Los problemas de Rubalcaba

La última pirueta de Rubalcaba produce estupor, porque es un puro ejercicio de tactismo político dentro de la permanente huida hacia adelante en que se ha instalado el cuestionado líder del PSOE. Me temo que quiere emular a su mentor, Felipe González, y acabará con un sonoro fracaso como Antonio Hernández Mancha. El anuncio de que estudia presentar una moción de censura es tanto la expresión de su debilidad dentro del PSOE como el epílogo de una carrera donde parece empeñado en demoler la imagen de brillante maniobrero y estratega que le adjudicaron los periodistas. El secretario general del PSOE otorga más credibilidad a un sujeto de la catadura moral de Bárcenas que al presidente del Gobierno, que ha tenido una trayectoria intachable a lo largo de su vida. Es un despropósito tan grande que ni siquiera Rubalcaba se cree la impostura de esta maniobra. Es el último estertor de un líder agónico que está dispuesto a pactar con la izquierda radical de IU o los independentistas que quieren acabar con España como ERC, Bildu o el BNG. Es la antipolítica, porque no busca lo mejor para España, ni siquiera para el PSOE, o ser una alternativa seria y coherente sino desgastar a Rajoy en un pueril intento de ganar tiempo. Como es incapaz de hacer una oferta coherente a la sociedad española para ganar limpiamente en las urnas, opta por volver a la técnica del acoso y derribo. No le importará mi opinión, pero me siento defraudado. Le tenía en mejor concepto y lo he dicho en tertulias y debates. Hoy es un Rubalcaba que no conozco.

El líder del PSOE camina con paso firme al desastre. Está en su derecho, pero no debería olvidar que peor que fracasar es hacer el ridículo. Es lo que le puede suceder si finalmente presenta una moción de censura. Ni le servirá para desgastar a Rajoy ni tampoco para consolidarse al frente del PSOE. La imagen que ofrecerá es que está dispuesto a pactar con la izquierda radical, el independentismo y los amigos de la banda terrorista.
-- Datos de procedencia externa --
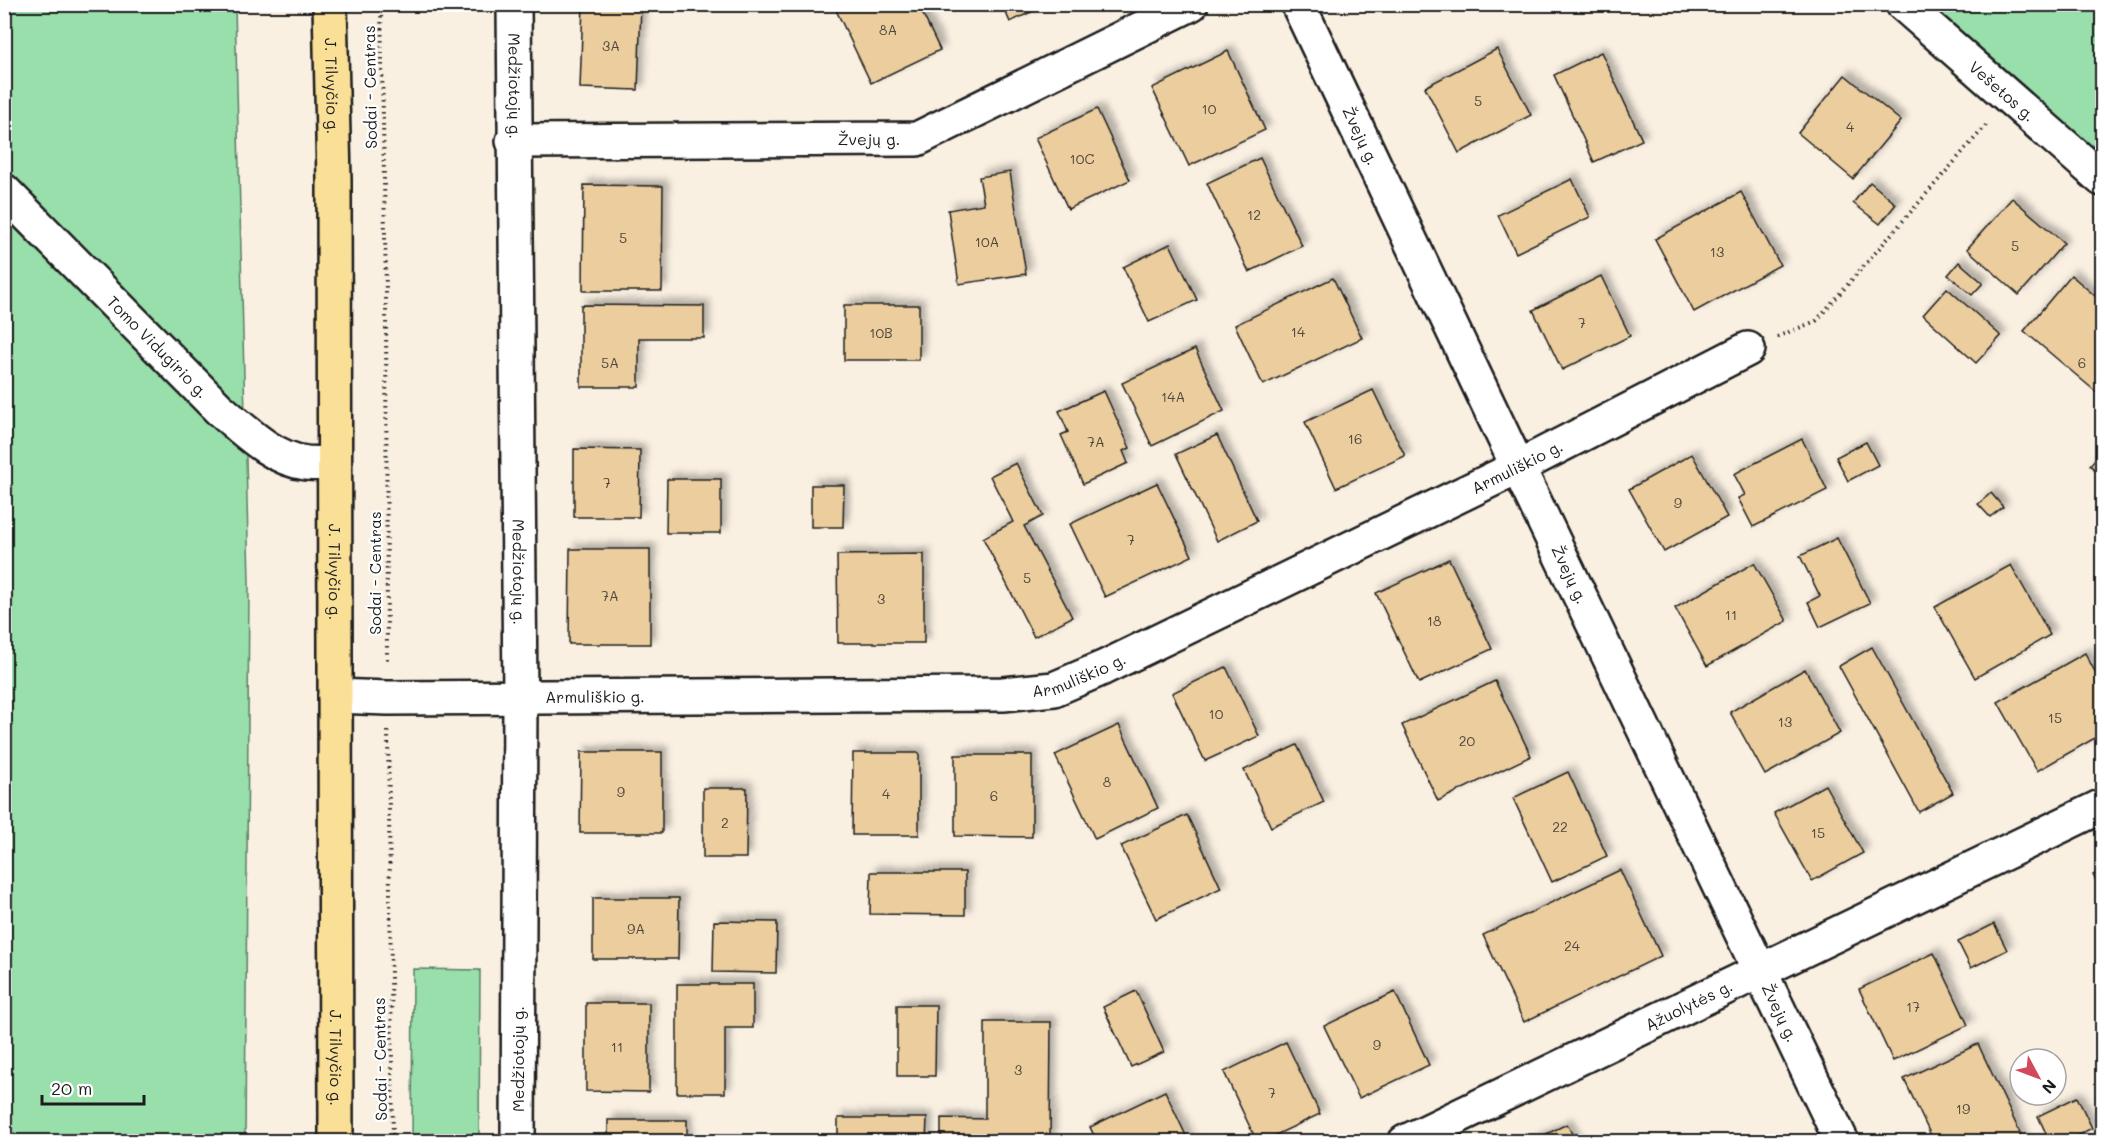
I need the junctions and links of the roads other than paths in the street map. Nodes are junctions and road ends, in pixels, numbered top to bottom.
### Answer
1 (330, 4) edge
2 (513, 4) edge
3 (1191, 4) edge
4 (1298, 4) edge
5 (1903, 4) edge
6 (513, 141) junction
7 (2103, 179) edge
8 (4, 191) edge
9 (1748, 349) road end
10 (334, 464) junction
11 (1518, 467) junction
12 (335, 696) junction
13 (520, 697) junction
14 (2103, 806) edge
15 (1759, 970) junction
16 (336, 1142) edge
17 (518, 1142) edge
18 (1405, 1142) edge
19 (1842, 1142) edge

1 - 10 main road, J. Tilvyčio g.
2 - 6 street, Medžiotojų g.
3 - 6 street, Žvejų g.
4 - 11 street, Žvejų g.
5 - 7 street, Vešetos g.
6 - 13 street, Medžiotojų g.
8 - 10 street, Tomo Vidugirio g.
9 - 11 street, Armuliškio g.
10 - 12 main road, J. Tilvyčio g.
11 - 13 street, Armuliškio g.
11 - 15 street, Žvejų g.
12 - 13 street, Armuliškio g.
12 - 16 main road, J. Tilvyčio g.
13 - 17 street, Medžiotojų g.
14 - 15 street, Ąžuolytės g.
15 - 18 street, Ąžuolytės g.
15 - 19 street, Žvejų g.

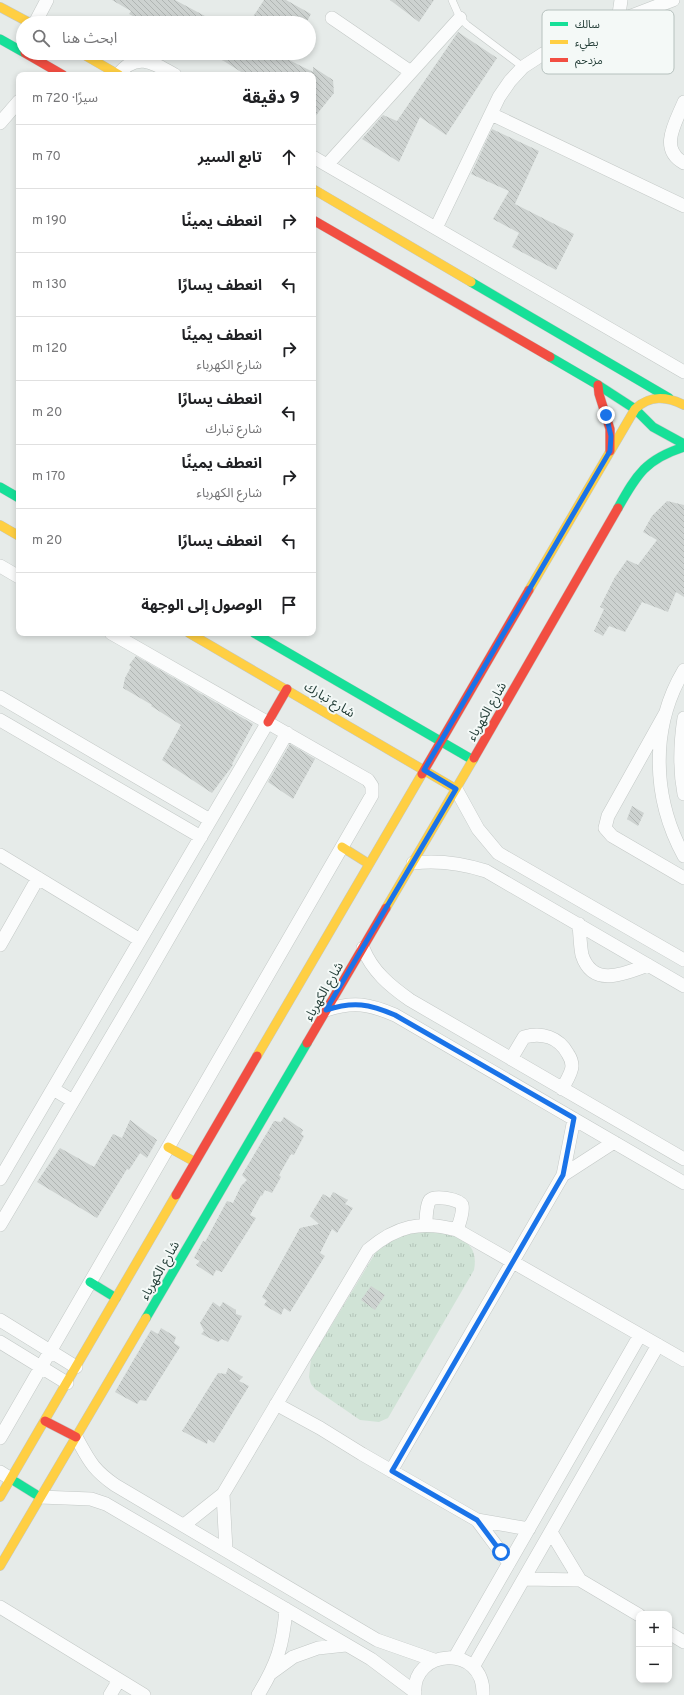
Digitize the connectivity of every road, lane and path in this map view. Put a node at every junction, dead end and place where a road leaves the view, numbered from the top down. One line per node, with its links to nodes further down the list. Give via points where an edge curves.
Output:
1 (47, 0): 10 (street)
2 (452, 0): 12 (lane)
3 (621, 0): 7 (street)
4 (673, 0): 5 (street)
5 (654, 3): 8 (street)
6 (4, 8): 9 (street)
7 (620, 10)
8 (640, 10)
9 (18, 16)
10 (39, 16)
11 (332, 18): 23 (street)
12 (460, 18): 18 (lane); 23 (street)
13 (0, 39): 14 (street)
14 (16, 48)
15 (542, 55): 18 (street)
16 (93, 60): 20 (street)
17 (41, 64): 19 (street)
18 (523, 67): 26 (street, via 503,91)
19 (57, 72)
20 (113, 72)
21 (121, 72): 22 (street, via 130,64 139,61 149,62)
22 (169, 72)
23 (411, 72): 30 (street)
24 (684, 102): 29 (street, via 669,139 674,156)
25 (16, 105): 27 (street)
26 (491, 114): 32 (street); 34 (street)
27 (0, 123)
28 (316, 159): 30 (street)
29 (684, 163)
30 (326, 165): 34 (street)
31 (316, 191): 37 (street)
32 (684, 206)
33 (316, 222): 36 (street)
34 (436, 228): 35 (street)
35 (684, 372)
36 (598, 385): 39 (street); 41 (street, via 610,429)
37 (669, 398): 38 (street); 39 (street, via 646,400)
38 (684, 405)
39 (635, 409): 40 (street, via 653,427); 41 (street, شارع الكهرباء)
40 (684, 446): 60 (street, شارع الكهرباء, via 659,456 634,479)
41 (610, 451): 59 (street, شارع الكهرباء)
42 (0, 487): 43 (street)
43 (16, 496)
44 (0, 525): 45 (street)
45 (16, 534)
46 (0, 566): 47 (street)
47 (16, 576)
48 (116, 636): 57 (street)
49 (194, 636): 52 (street, شارع تبارك)
50 (259, 636): 59 (street, شارع تبارك)
51 (684, 670): 54 (street, via 670,697)
52 (287, 689): 57 (street); 61 (street, شارع تبارك)
53 (0, 697): 64 (street)
54 (665, 714): 68 (street, via 660,746 660,778 665,809 675,840); 72 (street, via 608,816 605,828 612,836)
55 (684, 718): 63 (street, via 680,772)
56 (0, 720): 65 (street)
57 (268, 722): 58 (street); 64 (street)
58 (287, 733): 66 (street, via 370,783 372,795); 84 (street)
59 (441, 740): 60 (street, شارع تبارك); 61 (street, شارع الكهرباء)
60 (473, 760): 62 (street, شارع الكهرباء)
61 (424, 770): 62 (street, شارع تبارك); 70 (street, شارع الكهرباء)
62 (456, 789): 69 (street, شارع الكهرباء); 77 (street, via 478,829 498,852)
63 (684, 794)
64 (210, 820): 65 (street)
65 (201, 837): 74 (street)
66 (342, 847): 70 (street); 87 (street)
67 (0, 855): 71 (street)
68 (684, 856)
69 (413, 863): 73 (street, via 457,863 486,871); 76 (street, شارع الكهرباء)
70 (369, 864): 89 (street, شارع الكهرباء)
71 (38, 878): 74 (street); 75 (street)
72 (684, 878)
73 (579, 924): 78 (street); 78 (street, via 582,956 597,973 612,977 620,976)
74 (140, 940): 82 (street)
75 (0, 945)
76 (363, 948): 80 (street, شارع الكهرباء); 81 (street, via 368,962 394,989)
77 (684, 960)
78 (648, 965): 79 (street)
79 (684, 986)
80 (326, 1010): 85 (street, via 342,1005 360,1004 395,1015); 110 (street, شارع الكهرباء)
81 (511, 1059): 83 (street); 83 (street, via 524,1037 533,1035 559,1042 566,1049 572,1067)
82 (53, 1089): 84 (street); 91 (street)
83 (562, 1089): 88 (street)
84 (72, 1101): 93 (street)
85 (574, 1118): 86 (street); 90 (street)
86 (614, 1142): 90 (street); 92 (street)
87 (168, 1147): 89 (street); 97 (street)
88 (684, 1159)
89 (195, 1162): 98 (street, شارع الكهرباء)
90 (563, 1175): 96 (street)
91 (0, 1179)
92 (684, 1183)
93 (0, 1225)
94 (426, 1225): 95 (street); 95 (street, via 428,1204 435,1197 458,1201 462,1205); 108 (street, via 394,1232 368,1250)
95 (457, 1230): 96 (street)
96 (513, 1262): 100 (street); 112 (street)
97 (90, 1282): 98 (street); 103 (street)
98 (116, 1298): 106 (street, شارع الكهرباء)
99 (0, 1320): 103 (street)
100 (640, 1335): 102 (street); 119 (street)
101 (0, 1342): 105 (street)
102 (658, 1345): 104 (street); 120 (street)
103 (50, 1351): 105 (street); 106 (street)
104 (684, 1360)
105 (41, 1367): 107 (street); 111 (street)
106 (76, 1367): 107 (street, شارع الكهرباء)
107 (67, 1383): 109 (street, شارع الكهرباء)
108 (276, 1404): 112 (street); 114 (street)
109 (45, 1421): 110 (street); 113 (street, شارع الكهرباء)
110 (76, 1437): 116 (street, شارع الكهرباء); 118 (street, via 92,1466 103,1476)
111 (0, 1438)
112 (392, 1471): 117 (street)
113 (5, 1476): 115 (street, شارع الكهرباء); 116 (street)
114 (223, 1494): 118 (street); 121 (street)
115 (0, 1496)
116 (40, 1497): 123 (street, شارع الكهرباء); 127 (street, via 92,1499 106,1504)
117 (477, 1520): 119 (street); 122 (street)
118 (184, 1525): 121 (street)
119 (529, 1529): 122 (street)
120 (551, 1532): 124 (street); 125 (street)
121 (226, 1550): 131 (street, via 377,1640)
122 (509, 1563): 130 (street)
123 (0, 1566)
124 (524, 1579): 125 (street); 132 (street)
125 (580, 1580): 128 (street)
126 (0, 1607): 134 (street)
127 (286, 1610): 129 (street); 133 (street, via 282,1645)
128 (636, 1613)
129 (346, 1645): 133 (street, via 318,1648 293,1657); 136 (street, via 371,1659)
130 (455, 1657): 131 (street); 132 (street)
131 (434, 1660): 136 (street, via 420,1673)
132 (473, 1667): 135 (street)
133 (271, 1673): 139 (street)
134 (119, 1680): 137 (street); 138 (street)
135 (486, 1692)
136 (415, 1693)
137 (110, 1695)
138 (144, 1695)
139 (258, 1695)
Esto sucede mientras su partido sufre el escándalo de los ERE y mantiene a Griñán al frente del PSOE y de la Junta de Andalucía, y el PSC en Cataluña se ha instalado en una deriva nacionalista que favorece el pulso secesionista de CiU y ERC. No es precisamente un ejercicio de coherencia lo que Rubalcaba ofrece a la sociedad española. Lo peor es que sabe que Rajoy es una persona honrada, honorable y decente. Es consciente de que actúa como instrumento al servicio de un indeseable que tiene una fortuna de decenas de millones cuyo origen es incapaz de aclarar. Y finalmente que hace daño a la imagen de España.